WHAT TO DO — Across all entries below, how many lines include "badge"? Answer with the number alone.

MATERIAL PROVIDED —
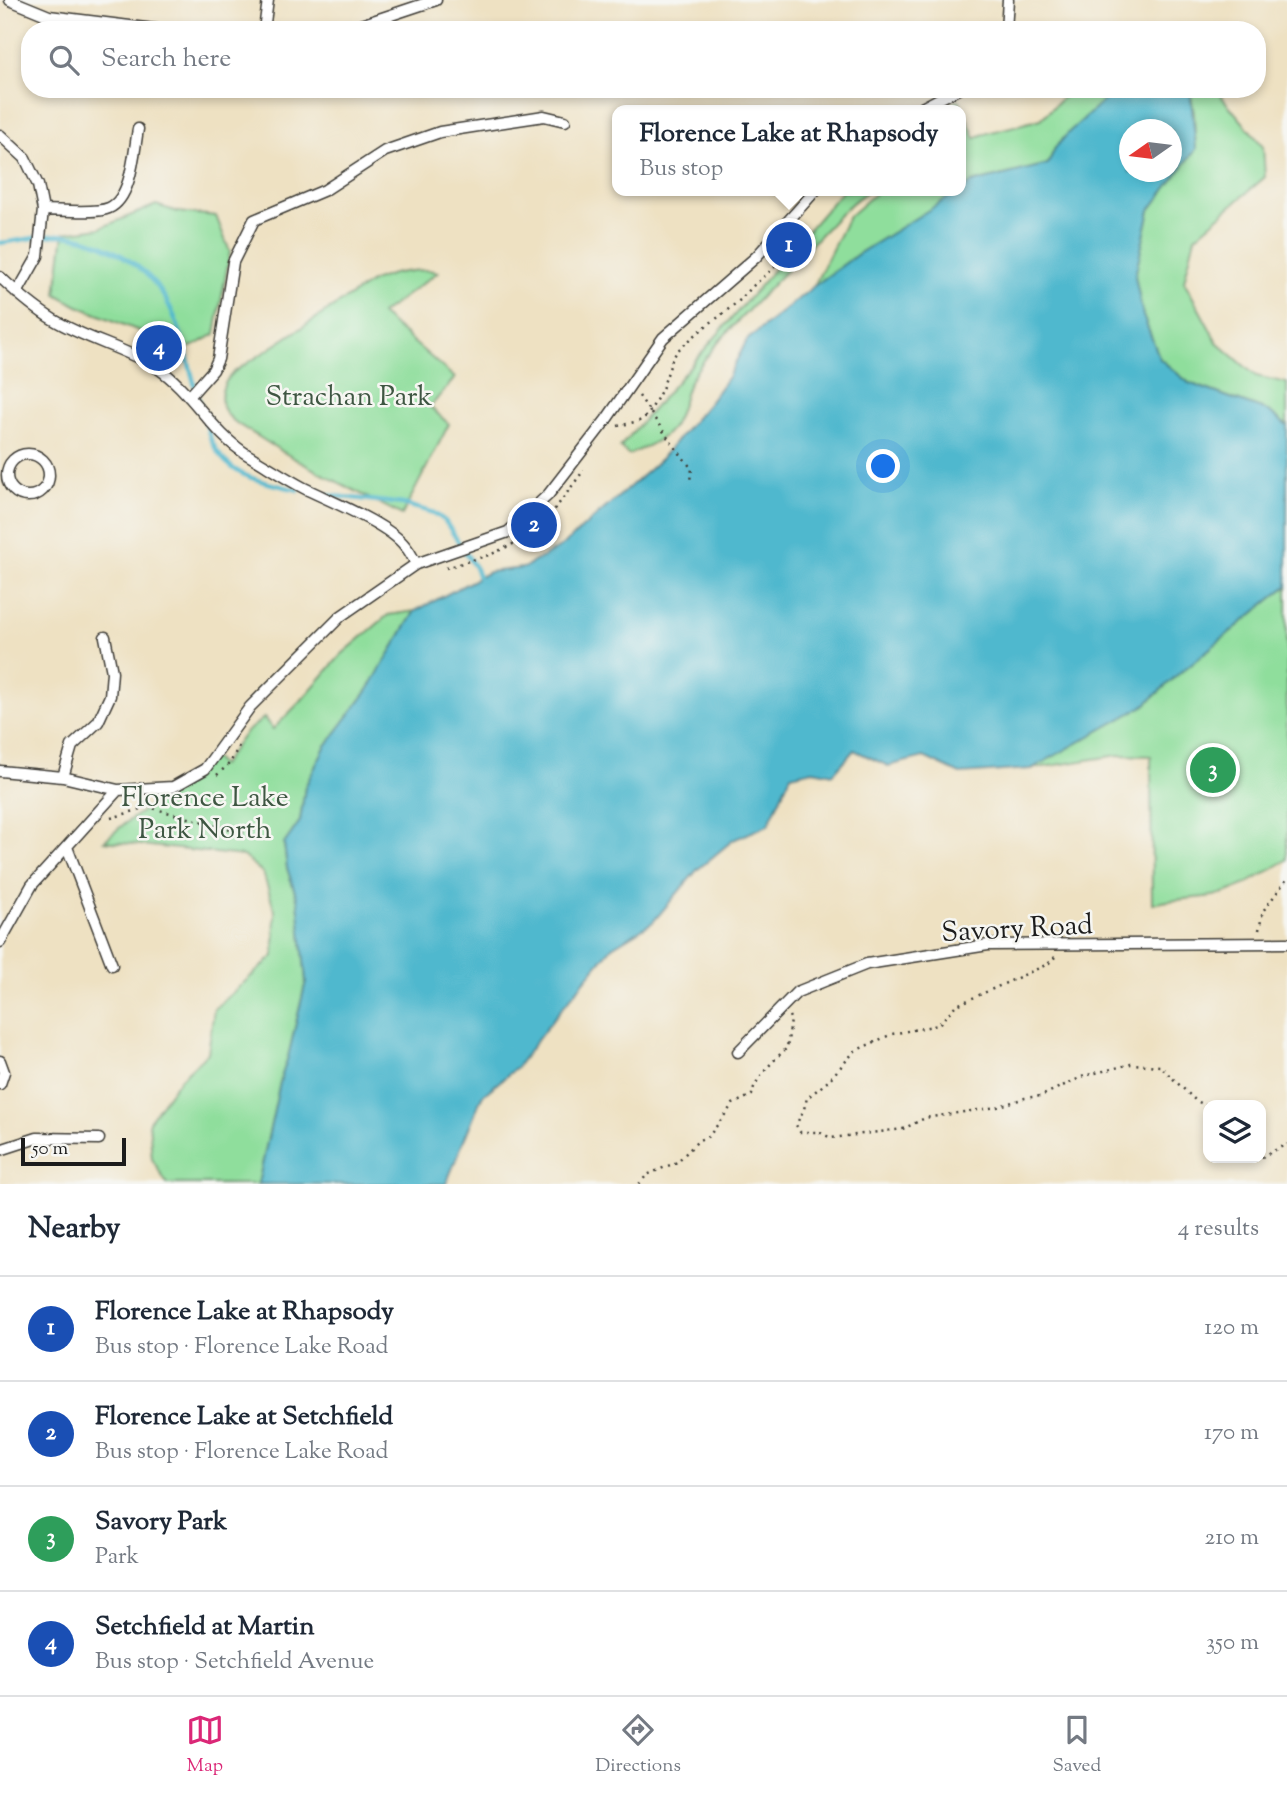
<!DOCTYPE html>
<meta charset="utf-8">
<style>
body{margin:0;font-family:"Sorts Mill Goudy",serif;background:#f2f2f3;color:#1f2937}
.controls{position:absolute;right:21px;bottom:21px;display:grid;overflow:hidden;border-radius:14px;box-shadow:0 4px 10px #0003}
.controls button{width:63px;height:63px;display:grid;place-items:center;padding:0;border:0;border-bottom:2px solid #e0e1e3;background:#fff;color:#1f2937;font:35px sans-serif}
.compass{position:absolute;left:1119px;top:119px;width:63px;height:63px;border-radius:50%;background:#fff;box-shadow:0 4px 10px #0003;rotate:256deg}
.scale{position:absolute;left:21px;bottom:18px;width:105px;box-sizing:border-box;padding-left:7px;border:4px solid #1c1c1c;border-top:0;font-size:19px;line-height:24px;white-space:nowrap;color:#1c1c1c;-webkit-text-stroke:5px #f6f6f2;paint-order:stroke}
.you{position:absolute;left:884px;top:467px;width:24px;height:24px;margin:-18px;border:5px solid #fff;border-radius:50%;background:#1a73e8;box-shadow:0 0 0 10px #1a73e833}
.badge{display:grid;place-items:center;width:46px;height:46px;border-radius:50%;background:#db2777;color:#fff;font-size:23px;font-weight:700}
.pin{position:absolute;translate:-50% -50%;border:4px solid #fff;box-shadow:0 2px 7px #0006}
.popup{position:absolute;left:612px;top:105px;width:354px;height:91px;box-sizing:border-box;display:grid;place-content:center;border-radius:14px;background:#fff;filter:drop-shadow(0 2px 5px #0005);font-size:23px;white-space:nowrap;color:#747a83}
.popup b{font-size:26px;color:#1f2937}
.popup::after{content:'';position:absolute;left:50%;top:100%;margin-left:-14px;border:14px solid transparent;border-top-color:#fff}
.list{margin:0;padding:0;list-style:none}
h2{display:flex;justify-content:space-between;align-items:center;height:91px;margin:0;padding:0 28px;font-size:30px}
h2 small{font-size:23px;font-weight:400;color:#747a83}
.list li{display:grid;grid-template-columns:46px 1fr auto;gap:21px;align-items:center;box-sizing:border-box;height:105px;padding:0 28px;border-top:2px solid #e0e1e3}
.list b{display:block;font-size:26px;white-space:nowrap}
.list p{margin:0;font-size:23px;white-space:nowrap;color:#747a83}
.list em{font-size:23px;font-style:normal;color:#747a83}
.icon{flex:none;width:38px;height:38px;fill:none;stroke:currentColor;stroke-width:2;stroke-linecap:round;stroke-linejoin:round}
.map{position:relative;flex:none;width:1287px;height:1184px;overflow:hidden}
.search{position:absolute;background:#fff;box-shadow:0 4px 10px #0003;left:21px;right:21px;top:21px;height:77px;display:flex;align-items:center;gap:18px;box-sizing:border-box;padding:0 24px;border-radius:28px;color:#747a83;font-size:26px}
.sheet{height:511px;background:#fff}
nav{display:flex;justify-content:space-around;align-items:center;box-sizing:border-box;height:98px;border-top:2px solid #e0e1e3;background:#fff;font-size:19px;color:#747a83}
nav a{display:grid;justify-items:center;gap:4px}
nav .on{color:#db2777}
.map>svg:first-child{display:block}
</style>
<div class="map">
<svg width="1287" height="1184" viewBox="0 0 1287 1184">
<rect width="100%" height="100%" fill="#f6f6f2"/>
<filter id="ink" filterUnits="userSpaceOnUse"><feTurbulence type="fractalNoise" baseFrequency=".0143" numOctaves="2"/><feDisplacementMap in="SourceGraphic" scale="14" xChannelSelector="R" yChannelSelector="G"/><feConvolveMatrix kernelMatrix="1 2 1 2 8 2 1 2 1" color-interpolation-filters="sRGB"/></filter>
<filter id="wash" filterUnits="userSpaceOnUse"><feTurbulence type="fractalNoise" baseFrequency=".00686" numOctaves="4" result="noise"/><feDisplacementMap in="SourceGraphic" scale="28" xChannelSelector="R" yChannelSelector="G"/><feGaussianBlur stdDeviation="1.57" result="paint"/><feColorMatrix in="noise" values="0 0 0 0 0 0 0 0 0 0 0 0 0 0 0 0 0 1.4 0 .05"/><feComposite in="paint" operator="in"/></filter>
<g filter="url(#wash)">
<rect width="100%" height="100%" fill="#eee1c2"/>
<path fill="#8fde9c" stroke="#567d5c" stroke-width="2" d="M 1071,89 L 1158,89 L 1108,98 L 1055,148 L 1048,164 L 972,183 L 961,190 L 960,110 L 934,110 L 959,100 L 975,138 L 984,134 L 1041,119 Z
M 1190,89 L 1215,89 L 1263,146 L 1265,177 L 1195,237 L 1184,281 L 1217,342 L 1256,376 L 1287,383 L 1287,426 L 1270,412 L 1189,383 L 1160,359 L 1143,316 L 1135,276 L 1150,210 L 1196,149 L 1194,113 Z
M 842,191 L 870,191 C 857,196 847,208 837,217 L 720,340 C 710,353 698,366 690,381 C 681,399 681,423 664,436 C 654,444 641,449 629,455 L 620,447 Z
M 878,191 L 960,191 L 858,254 L 814,286 L 848,217 Z
M 156,205 L 178,212 L 216,216 L 230,252 L 215,334 L 196,345 L 190,347 L 178,347 L 78,306 L 56,294 L 64,233 L 100,228 Z
M 428,270 L 438,272 L 381,314 L 455,378 L 430,407 L 449,424 L 402,515 C 354,490 305,467 259,437 C 248,430 232,423 225,411 C 217,397 223,382 234,372 L 373,281 C 391,273 408,270 428,270 Z
M 1287,586 L 1287,860 C 1264,873 1240,891 1213,896 C 1193,899 1173,899 1152,904 L 1151,756 L 1119,755 L 1031,769 L 1145,705 L 1176,676 Z
M 415,611 L 368,690 L 325,747 L 305,787 L 300,821 L 284,844 L 287,868 L 298,901 L 306,981 L 288,1057 L 281,1078 L 258,1184 L 167,1184 L 152,1159 L 149,1121 L 181,1078 L 208,1053 L 214,1009 L 274,956 L 275,911 L 263,873 L 243,856 L 104,841 L 124,824 L 154,803 L 213,757 L 221,766 L 245,733 L 264,718 L 273,729 L 299,703 L 341,655 L 388,615 Z"/>
<path fill="#50b8ce" stroke="#366a75" stroke-width="2" fill-rule="evenodd" d="M 1158,89 L 1190,89 L 1196,149 L 1150,210 L 1135,276 L 1143,316 L 1160,359 L 1189,383 L 1270,412 L 1287,426 L 1287,586 L 1176,676 L 1145,705 L 1031,769 L 960,774 L 924,757 L 888,766 L 854,750 L 833,774 L 813,770 L 791,775 L 768,825 L 733,840 L 697,870 L 653,922 L 612,947 L 554,1018 L 516,1068 L 482,1096 L 446,1184 L 258,1184 L 281,1078 L 288,1057 L 306,981 L 298,901 L 287,868 L 284,844 L 300,821 L 305,787 L 325,747 L 368,690 L 415,611 L 489,572 L 523,568 L 562,546 L 657,463 L 708,404 L 728,377 L 747,340 L 814,286 L 858,254 L 972,183 L 1048,164 L 1055,148 L 1069,132 L 1108,97 ZM 1130,130 L 1172,130 L 1172,172 L 1130,172 Z"/>
<g fill="none" stroke-linecap="round" stroke-linejoin="round">
<path stroke="#50b8ce" stroke-width="4.5" d="M 0,243 C 19,241 39,236 58,235 C 76,235 94,241 110,249 C 179,283 180,338 200,404
M 206,422 C 208,429 209,437 213,444 C 231,480 263,481 298,490
M 327,495 L 403,504 L 434,513 L 445,521 L 476,569 L 479,578"/>
</g>
</g>
<g filter="url(#ink)">
<g fill="none" stroke-linecap="round" stroke-linejoin="round">
<g stroke="#3c3a35" stroke-width="13">
<path id="street" d="M 10,0 L 49,16 L 162,30
M 264,30 L 268,0
M 346,30 L 436,0
M 1006,30 L 1008,0
M 918,110 L 958,89
M 0,135 L 25,158 L 38,185 L 43,210 L 38,256 L 17,293
M 43,210 C 59,210 96,214 109,208 C 132,198 134,151 138,129
M 0,277 C 17,293 34,308 54,320 C 86,339 124,348 156,367 C 192,390 211,433 248,455 C 267,466 285,478 304,488 C 330,501 388,524 405,546 C 410,551 413,558 416,564
M 189,397 L 213,370 L 218,359 L 233,262 L 254,220 L 325,190 L 385,151 L 440,132 L 544,116 L 565,121
M7 475a21 21 0 1 1 42 0a21 21 0 1 1-42 0Z
M 0,771 L 63,777 L 118,790
M 63,777 L 72,746 L 98,722 L 110,696 L 112,672 L 105,637
M 67,847 L 112,965
M 0,942 L 32,885 L 118,790 L 173,787 L 205,769 L 250,707 L 341,616 L 416,564 L 508,532 L 548,495 L 606,420 L 663,338 L 756,257 L 815,191
M 738,1052 L 797,992 L 867,964 L 988,945 L 1287,943
M 0,1061 L 4,1072 L 0,1084
M 0,1150 L 37,1138 L 99,1139"/>
</g>
<path stroke="#3c3a35" stroke-width="2.5" stroke-dasharray="2 5" stroke-linecap="butt" d="M 639,396 L 668,438 L 692,469 L 690,480
M 618,426 L 639,421 L 648,415 L 662,389 L 672,360 L 677,351 L 707,325 L 716,319 L 740,300 L 754,285 L 776,266 L 782,246
M 538,522 L 552,513 L 584,470
M 446,568 L 492,554 L 515,543
M 217,775 L 230,763 L 240,744
M 149,804 L 152,808 L 251,835 L 253,827
M 111,818 L 138,810 L 157,800
M 1259,930 L 1263,911 L 1287,879
M 1055,957 L 1048,964 L 955,1006 L 938,1025 L 892,1034 L 855,1051 L 827,1082 L 807,1098 L 804,1109 L 796,1125 L 800,1132 L 819,1132 L 831,1138 L 903,1129 L 925,1118 L 997,1107 L 1025,1098 L 1041,1096 L 1084,1076 L 1131,1064 L 1160,1066 L 1196,1101 L 1208,1106
M 1228,1158 L 1229,1160 L 1241,1158
M 1255,1158 L 1260,1158 L 1287,1144
M 639,1184 L 647,1175 L 677,1162 L 699,1140 L 709,1136 L 733,1104 L 752,1095 C 753,1080 776,1058 787,1048 L 791,1020 L 789,1016"/>
<use href="#street" stroke="#fff" stroke-width="10"/>
</g>
</g>
<g text-anchor="middle" stroke-width="5" stroke-linejoin="round" paint-order="stroke">
<g font-size="28" fill="#3e5642" stroke="#f6f6f2">
<text x="349" y="405">Strachan Park</text>
<text x="205" y="806">Florence Lake<tspan x="205" dy="32">Park North</tspan></text>
</g>
<g font-size="28" fill="#1c1c1c" stroke="#f6f6f2">
<text transform="translate(1017 927) rotate(-3)" y="10">Savory Road</text>
</g>
</g>
</svg>
<div class="controls">
<button><svg class="icon" aria-label="layers" viewBox="0 0 24 24"><path d="M12 4l9 5-9 5-9-5zM3 14l9 5 9-5"/></svg></button>
</div>
<svg class="compass" viewBox="-18 -18 36 36"><path d="M0-13l5 13h-10z" fill="#e53935"/><path d="M0 13l5-13h-10z" fill="#747a83"/></svg>
<div class="scale">50 m</div>
<div class="you"></div>
<div class="pin badge" style="left:789px;top:245px;background:#1a4fb4">1</div>
<div class="popup"><b>Florence Lake at Rhapsody</b>Bus stop</div>
<div class="pin badge" style="left:534px;top:525px;background:#1a4fb4">2</div>
<div class="pin badge" style="left:1213px;top:770px;background:#2e9e5b">3</div>
<div class="pin badge" style="left:159px;top:348px;background:#1a4fb4">4</div>
<div class="search"><svg class="icon" aria-label="search" viewBox="0 0 24 24"><circle cx="10" cy="10" r="6"/><path d="M15 15l6 6"/></svg>Search here</div>
</div>
<section class="sheet">
<h2>Nearby<small>4 results</small></h2>
<ul class="list">
<li><span class="badge" style="background:#1a4fb4">1</span><div><b>Florence Lake at Rhapsody</b><p>Bus stop · Florence Lake Road</p></div><em>120 m</em></li>
<li><span class="badge" style="background:#1a4fb4">2</span><div><b>Florence Lake at Setchfield</b><p>Bus stop · Florence Lake Road</p></div><em>170 m</em></li>
<li><span class="badge" style="background:#2e9e5b">3</span><div><b>Savory Park</b><p>Park</p></div><em>210 m</em></li>
<li><span class="badge" style="background:#1a4fb4">4</span><div><b>Setchfield at Martin</b><p>Bus stop · Setchfield Avenue</p></div><em>350 m</em></li>
</ul>
</section>
<nav>
<a class="on"><svg class="icon" aria-label="map" viewBox="0 0 24 24"><path d="M3 6l6-2 6 2 6-2v14l-6 2-6-2-6 2zM9 4v14M15 6v14"/></svg>Map</a>
<a><svg class="icon" aria-label="directions" viewBox="0 0 24 24"><path d="M12 3l9 9-9 9-9-9zM9 14v-3h6M13 9l2 2-2 2"/></svg>Directions</a>
<a><svg class="icon" aria-label="saved" viewBox="0 0 24 24"><path d="M7 4h10v16l-5-4-5 4z"/></svg>Saved</a>
</nav>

TASK SOLUTION — 9